Texas will start plugging more abandoned oil and gas wells this week, utilizing a federal grant as part of the Infrastructure Investment and Jobs Act.   The Railroad Commission of Texas will begin the plugging of around 800 abandoned wells on September 1 with a $25-million federal grant for which it has applied with the U.S. Department of the Interior, the Texas oil and gas regulator said last week.  

Although most oil and gas wells that are no longer productive are plugged by the responsible operators, the Railroad Commission administers a program to plug abandoned oil and gas wells. 

The extra 800 wells that are expected to be plugged will advance the RRC's well-plugging program, which is a key part of the agency's mission to protect public safety and the environment across the state. The wells which will be plugged with the federal funding will add to the wells being plugged by the State Managed Plugging Program (SMP). 

"We will use our established success with workplans, staff expertise and contracting processes to use the grant funding to plug abandoned wells," Clay Woodul, RRC Assistant Director of the Oil and Gas Division for Field Operations, said in a statement. 

The 800 wells are a fraction of the more than 6,000 documented orphan wells in Texas as of 2019, the most part of which are on private land.

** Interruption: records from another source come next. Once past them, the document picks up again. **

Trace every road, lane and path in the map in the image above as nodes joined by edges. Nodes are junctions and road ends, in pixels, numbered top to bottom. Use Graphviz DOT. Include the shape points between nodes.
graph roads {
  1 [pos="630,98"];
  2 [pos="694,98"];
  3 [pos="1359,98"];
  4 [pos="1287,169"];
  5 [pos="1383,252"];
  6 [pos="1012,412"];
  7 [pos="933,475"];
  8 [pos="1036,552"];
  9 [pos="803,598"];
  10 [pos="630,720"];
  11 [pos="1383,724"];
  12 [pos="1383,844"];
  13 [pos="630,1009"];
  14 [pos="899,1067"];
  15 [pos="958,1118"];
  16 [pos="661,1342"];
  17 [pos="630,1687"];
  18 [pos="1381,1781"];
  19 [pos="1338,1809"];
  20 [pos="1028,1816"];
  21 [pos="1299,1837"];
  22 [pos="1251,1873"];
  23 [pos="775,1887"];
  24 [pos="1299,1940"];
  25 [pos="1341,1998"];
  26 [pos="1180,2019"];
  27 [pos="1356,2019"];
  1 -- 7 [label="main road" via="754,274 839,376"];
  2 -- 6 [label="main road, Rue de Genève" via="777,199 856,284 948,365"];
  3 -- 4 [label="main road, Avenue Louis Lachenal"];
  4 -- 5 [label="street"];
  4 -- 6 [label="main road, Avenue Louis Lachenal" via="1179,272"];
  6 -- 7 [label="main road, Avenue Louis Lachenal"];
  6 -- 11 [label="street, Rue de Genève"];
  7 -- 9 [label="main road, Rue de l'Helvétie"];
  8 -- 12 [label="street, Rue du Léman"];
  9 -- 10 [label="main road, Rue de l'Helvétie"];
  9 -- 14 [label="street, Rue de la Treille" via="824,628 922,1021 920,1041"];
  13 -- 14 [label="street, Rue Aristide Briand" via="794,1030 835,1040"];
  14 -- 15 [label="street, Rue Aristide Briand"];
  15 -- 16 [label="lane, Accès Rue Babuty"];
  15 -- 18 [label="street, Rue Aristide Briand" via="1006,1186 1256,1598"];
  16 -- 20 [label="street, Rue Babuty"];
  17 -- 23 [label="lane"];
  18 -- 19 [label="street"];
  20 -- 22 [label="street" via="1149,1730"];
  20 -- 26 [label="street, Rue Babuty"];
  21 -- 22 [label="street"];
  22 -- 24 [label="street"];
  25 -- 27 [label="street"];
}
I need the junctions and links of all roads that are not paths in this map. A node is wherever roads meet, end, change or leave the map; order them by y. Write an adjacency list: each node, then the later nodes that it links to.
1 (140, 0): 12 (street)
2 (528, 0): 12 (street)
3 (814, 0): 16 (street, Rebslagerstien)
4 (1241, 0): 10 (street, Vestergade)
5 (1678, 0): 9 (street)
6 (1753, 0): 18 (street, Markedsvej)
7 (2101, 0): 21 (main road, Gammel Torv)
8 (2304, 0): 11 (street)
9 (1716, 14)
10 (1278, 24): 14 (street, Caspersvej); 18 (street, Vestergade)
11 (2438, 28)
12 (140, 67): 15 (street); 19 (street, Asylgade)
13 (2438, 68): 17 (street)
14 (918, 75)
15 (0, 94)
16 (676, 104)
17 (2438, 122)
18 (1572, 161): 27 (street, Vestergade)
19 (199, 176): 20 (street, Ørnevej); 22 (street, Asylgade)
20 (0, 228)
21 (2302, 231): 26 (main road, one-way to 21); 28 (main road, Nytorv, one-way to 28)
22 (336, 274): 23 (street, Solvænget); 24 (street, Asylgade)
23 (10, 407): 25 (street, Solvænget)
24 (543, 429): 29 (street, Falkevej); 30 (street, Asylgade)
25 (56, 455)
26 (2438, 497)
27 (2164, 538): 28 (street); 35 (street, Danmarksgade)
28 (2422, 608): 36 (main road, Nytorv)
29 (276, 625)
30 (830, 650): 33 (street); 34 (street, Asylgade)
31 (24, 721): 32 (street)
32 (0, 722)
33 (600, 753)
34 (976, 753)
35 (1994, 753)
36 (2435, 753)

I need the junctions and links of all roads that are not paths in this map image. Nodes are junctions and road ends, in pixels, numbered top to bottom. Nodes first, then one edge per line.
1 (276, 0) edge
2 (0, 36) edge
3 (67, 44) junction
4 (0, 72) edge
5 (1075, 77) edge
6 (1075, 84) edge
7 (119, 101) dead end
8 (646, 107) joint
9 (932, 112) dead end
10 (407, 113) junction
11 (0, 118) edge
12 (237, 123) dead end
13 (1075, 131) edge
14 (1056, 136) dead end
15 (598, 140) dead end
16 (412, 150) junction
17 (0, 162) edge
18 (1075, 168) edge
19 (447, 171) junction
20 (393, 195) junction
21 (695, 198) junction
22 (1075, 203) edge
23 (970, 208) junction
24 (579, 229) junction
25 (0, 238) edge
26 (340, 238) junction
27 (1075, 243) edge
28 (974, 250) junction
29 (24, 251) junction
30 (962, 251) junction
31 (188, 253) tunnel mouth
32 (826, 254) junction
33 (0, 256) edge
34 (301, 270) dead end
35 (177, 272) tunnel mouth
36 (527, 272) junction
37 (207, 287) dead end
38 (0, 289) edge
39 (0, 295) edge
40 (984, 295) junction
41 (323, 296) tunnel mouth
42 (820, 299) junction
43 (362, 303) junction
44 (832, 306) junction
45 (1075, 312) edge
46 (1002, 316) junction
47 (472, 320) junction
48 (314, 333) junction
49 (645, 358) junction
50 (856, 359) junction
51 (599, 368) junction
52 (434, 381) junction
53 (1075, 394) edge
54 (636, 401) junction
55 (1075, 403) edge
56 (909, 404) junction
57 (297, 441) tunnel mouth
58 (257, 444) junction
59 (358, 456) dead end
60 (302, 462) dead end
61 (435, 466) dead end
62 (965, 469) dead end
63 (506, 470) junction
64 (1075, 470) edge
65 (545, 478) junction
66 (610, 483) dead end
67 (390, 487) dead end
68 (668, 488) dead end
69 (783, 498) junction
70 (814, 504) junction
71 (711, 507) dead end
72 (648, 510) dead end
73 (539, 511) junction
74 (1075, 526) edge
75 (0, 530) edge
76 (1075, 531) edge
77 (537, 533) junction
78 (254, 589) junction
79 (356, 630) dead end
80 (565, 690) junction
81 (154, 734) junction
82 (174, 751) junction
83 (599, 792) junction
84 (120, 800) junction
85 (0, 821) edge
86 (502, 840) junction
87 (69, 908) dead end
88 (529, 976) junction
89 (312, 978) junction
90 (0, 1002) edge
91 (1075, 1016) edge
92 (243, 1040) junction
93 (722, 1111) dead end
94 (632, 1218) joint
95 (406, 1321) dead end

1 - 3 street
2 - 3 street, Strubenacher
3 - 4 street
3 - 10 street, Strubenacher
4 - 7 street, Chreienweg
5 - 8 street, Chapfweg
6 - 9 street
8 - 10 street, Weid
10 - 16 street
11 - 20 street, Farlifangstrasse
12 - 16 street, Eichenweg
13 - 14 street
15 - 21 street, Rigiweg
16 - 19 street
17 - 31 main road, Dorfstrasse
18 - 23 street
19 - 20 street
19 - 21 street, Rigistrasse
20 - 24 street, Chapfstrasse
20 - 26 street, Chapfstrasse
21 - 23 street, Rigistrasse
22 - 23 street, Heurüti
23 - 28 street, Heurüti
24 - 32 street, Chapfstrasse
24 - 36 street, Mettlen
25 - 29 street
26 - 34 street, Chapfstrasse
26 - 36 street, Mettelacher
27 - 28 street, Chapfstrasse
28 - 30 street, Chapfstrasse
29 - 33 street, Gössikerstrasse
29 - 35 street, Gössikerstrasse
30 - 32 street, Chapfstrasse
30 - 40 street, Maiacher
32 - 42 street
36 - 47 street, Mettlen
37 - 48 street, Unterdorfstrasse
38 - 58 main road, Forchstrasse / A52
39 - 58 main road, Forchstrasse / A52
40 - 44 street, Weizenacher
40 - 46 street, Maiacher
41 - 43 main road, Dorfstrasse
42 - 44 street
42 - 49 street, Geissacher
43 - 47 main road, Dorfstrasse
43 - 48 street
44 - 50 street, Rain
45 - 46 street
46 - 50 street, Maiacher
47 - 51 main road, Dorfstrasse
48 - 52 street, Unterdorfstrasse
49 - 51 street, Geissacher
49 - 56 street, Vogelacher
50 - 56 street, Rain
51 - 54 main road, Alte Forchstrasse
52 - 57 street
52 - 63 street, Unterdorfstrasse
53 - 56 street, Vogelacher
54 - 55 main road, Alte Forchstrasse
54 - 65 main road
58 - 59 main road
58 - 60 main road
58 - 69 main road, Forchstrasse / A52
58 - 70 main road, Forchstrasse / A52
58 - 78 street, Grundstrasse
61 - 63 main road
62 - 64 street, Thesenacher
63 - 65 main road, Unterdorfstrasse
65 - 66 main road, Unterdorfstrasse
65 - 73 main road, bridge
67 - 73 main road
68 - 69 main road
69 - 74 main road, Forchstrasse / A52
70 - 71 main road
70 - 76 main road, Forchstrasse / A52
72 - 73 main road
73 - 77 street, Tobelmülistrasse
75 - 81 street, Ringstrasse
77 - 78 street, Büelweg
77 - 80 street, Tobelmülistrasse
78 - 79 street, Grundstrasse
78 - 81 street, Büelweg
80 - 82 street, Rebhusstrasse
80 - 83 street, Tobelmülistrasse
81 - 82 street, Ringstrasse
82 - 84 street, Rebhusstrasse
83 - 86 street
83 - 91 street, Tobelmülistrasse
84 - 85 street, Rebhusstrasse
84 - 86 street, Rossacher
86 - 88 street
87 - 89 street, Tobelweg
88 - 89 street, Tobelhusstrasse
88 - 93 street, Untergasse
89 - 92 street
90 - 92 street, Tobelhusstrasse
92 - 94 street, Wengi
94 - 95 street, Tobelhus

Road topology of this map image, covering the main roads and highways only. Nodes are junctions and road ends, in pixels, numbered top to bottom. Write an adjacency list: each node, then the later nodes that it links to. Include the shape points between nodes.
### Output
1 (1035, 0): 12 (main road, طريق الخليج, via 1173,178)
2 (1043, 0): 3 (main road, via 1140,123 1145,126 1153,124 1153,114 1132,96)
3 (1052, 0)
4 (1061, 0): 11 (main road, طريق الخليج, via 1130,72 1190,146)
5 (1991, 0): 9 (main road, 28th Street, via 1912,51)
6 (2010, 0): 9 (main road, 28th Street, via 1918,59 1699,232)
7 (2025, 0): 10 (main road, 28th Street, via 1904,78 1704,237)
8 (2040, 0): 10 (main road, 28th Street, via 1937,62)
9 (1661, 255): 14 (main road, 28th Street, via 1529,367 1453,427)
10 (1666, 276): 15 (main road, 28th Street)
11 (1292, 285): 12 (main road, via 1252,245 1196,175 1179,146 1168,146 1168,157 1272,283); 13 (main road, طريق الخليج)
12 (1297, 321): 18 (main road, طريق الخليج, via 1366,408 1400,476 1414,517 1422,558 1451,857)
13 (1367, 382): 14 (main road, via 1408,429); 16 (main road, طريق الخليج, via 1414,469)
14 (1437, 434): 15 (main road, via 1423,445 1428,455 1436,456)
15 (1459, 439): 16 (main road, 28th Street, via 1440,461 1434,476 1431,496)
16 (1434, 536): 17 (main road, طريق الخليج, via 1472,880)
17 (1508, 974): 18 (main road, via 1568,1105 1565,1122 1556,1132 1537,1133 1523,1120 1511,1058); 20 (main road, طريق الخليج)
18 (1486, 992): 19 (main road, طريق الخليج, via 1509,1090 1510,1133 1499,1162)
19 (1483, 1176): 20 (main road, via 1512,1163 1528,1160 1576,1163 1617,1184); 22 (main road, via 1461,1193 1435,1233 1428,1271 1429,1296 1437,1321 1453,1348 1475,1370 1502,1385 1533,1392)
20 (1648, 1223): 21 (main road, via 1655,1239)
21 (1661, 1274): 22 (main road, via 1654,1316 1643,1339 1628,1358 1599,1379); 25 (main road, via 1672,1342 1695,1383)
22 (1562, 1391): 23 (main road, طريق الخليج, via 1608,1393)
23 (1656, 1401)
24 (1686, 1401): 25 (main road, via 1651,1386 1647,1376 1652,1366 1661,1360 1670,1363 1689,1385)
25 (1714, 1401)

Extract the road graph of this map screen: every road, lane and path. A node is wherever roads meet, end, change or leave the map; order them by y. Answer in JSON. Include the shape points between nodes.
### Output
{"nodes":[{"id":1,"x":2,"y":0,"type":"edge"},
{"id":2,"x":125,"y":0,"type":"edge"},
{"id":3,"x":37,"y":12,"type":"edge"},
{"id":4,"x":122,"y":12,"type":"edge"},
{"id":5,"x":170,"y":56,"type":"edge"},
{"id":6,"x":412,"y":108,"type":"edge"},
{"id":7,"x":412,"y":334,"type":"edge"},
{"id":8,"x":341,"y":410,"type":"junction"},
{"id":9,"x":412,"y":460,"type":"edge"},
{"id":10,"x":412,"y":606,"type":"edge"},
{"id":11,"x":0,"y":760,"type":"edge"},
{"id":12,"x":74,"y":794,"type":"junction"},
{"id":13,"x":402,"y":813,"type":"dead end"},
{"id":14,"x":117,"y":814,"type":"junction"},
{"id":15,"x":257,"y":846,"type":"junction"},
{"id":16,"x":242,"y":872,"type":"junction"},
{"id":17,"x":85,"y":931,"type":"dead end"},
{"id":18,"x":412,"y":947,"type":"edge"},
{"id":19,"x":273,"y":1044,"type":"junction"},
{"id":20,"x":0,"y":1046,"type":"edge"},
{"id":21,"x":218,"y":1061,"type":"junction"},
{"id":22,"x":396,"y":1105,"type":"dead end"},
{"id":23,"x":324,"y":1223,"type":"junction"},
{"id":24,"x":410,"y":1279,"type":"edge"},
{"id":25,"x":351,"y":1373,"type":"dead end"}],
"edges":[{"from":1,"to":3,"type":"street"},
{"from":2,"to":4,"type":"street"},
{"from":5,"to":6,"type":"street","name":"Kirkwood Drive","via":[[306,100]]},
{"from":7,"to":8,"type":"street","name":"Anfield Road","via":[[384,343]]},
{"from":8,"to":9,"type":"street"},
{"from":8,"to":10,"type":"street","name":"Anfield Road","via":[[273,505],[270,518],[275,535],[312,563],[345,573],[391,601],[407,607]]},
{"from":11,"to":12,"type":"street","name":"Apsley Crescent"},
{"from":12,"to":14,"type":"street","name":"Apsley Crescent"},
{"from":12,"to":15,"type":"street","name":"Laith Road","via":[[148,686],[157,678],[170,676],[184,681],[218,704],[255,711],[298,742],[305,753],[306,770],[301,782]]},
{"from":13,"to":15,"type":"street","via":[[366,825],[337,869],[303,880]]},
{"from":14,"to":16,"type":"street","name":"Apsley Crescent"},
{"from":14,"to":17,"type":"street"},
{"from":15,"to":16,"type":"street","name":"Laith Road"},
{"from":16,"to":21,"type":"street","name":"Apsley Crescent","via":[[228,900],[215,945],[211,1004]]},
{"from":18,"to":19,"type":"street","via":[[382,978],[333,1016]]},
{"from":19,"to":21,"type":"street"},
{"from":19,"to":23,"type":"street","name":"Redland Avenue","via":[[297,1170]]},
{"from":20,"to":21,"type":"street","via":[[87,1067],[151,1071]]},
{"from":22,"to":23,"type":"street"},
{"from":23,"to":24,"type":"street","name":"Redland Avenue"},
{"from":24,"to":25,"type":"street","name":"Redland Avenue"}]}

That's according to figures from the Interstate Oil and Gas Compact Commission (IOGCC) released in 2020. 

In Texas, the average plugging and restoration cost per well is around $30,000, slightly higher than the national average, per a 2020 analysis by researchers at Columbia University's Center on Global Energy Policy. The national average is a weighted average and is relatively low because the largest number of wells have been plugged in lower-cost states such as Texas, Louisiana, Wyoming, and Kansas, the researchers said.  Related: Mozambique Eyes $100 Billion LNG Windfall As It Prepares To Ship Its First Cargo

The initial federal grant to Texas is part of an initial $560 million from the Bipartisan Infrastructure Law to 24 states to begin work to plug, cap, and reclaim orphaned oil and gas wells. The federal investment is part of an overall $1.15 billion funding announced in January by the Department of the Interior. 

Of states eligible for funding, 22 states, including Texas, have been allocated $25 million each in Initial State Grants. States will receive additional formula funding dollars in the coming months, the Department of the Interior said last week.  

"We must act with urgency to address the more than one hundred thousand documented orphaned wells across the country and leave no community behind. This is good for our climate, for the health of our communities, and for American workers," Secretary of the Interior Deb Haaland said in January, announcing the $1.15 billion in federal funding under the Bipartisan Infrastructure Law to clean up orphaned oil and gas wells across the country.

According to the Department's estimates, Texas is eligible to receive a total federal funding of $343.7 million to plug and clean up orphaned oil and gas wells. 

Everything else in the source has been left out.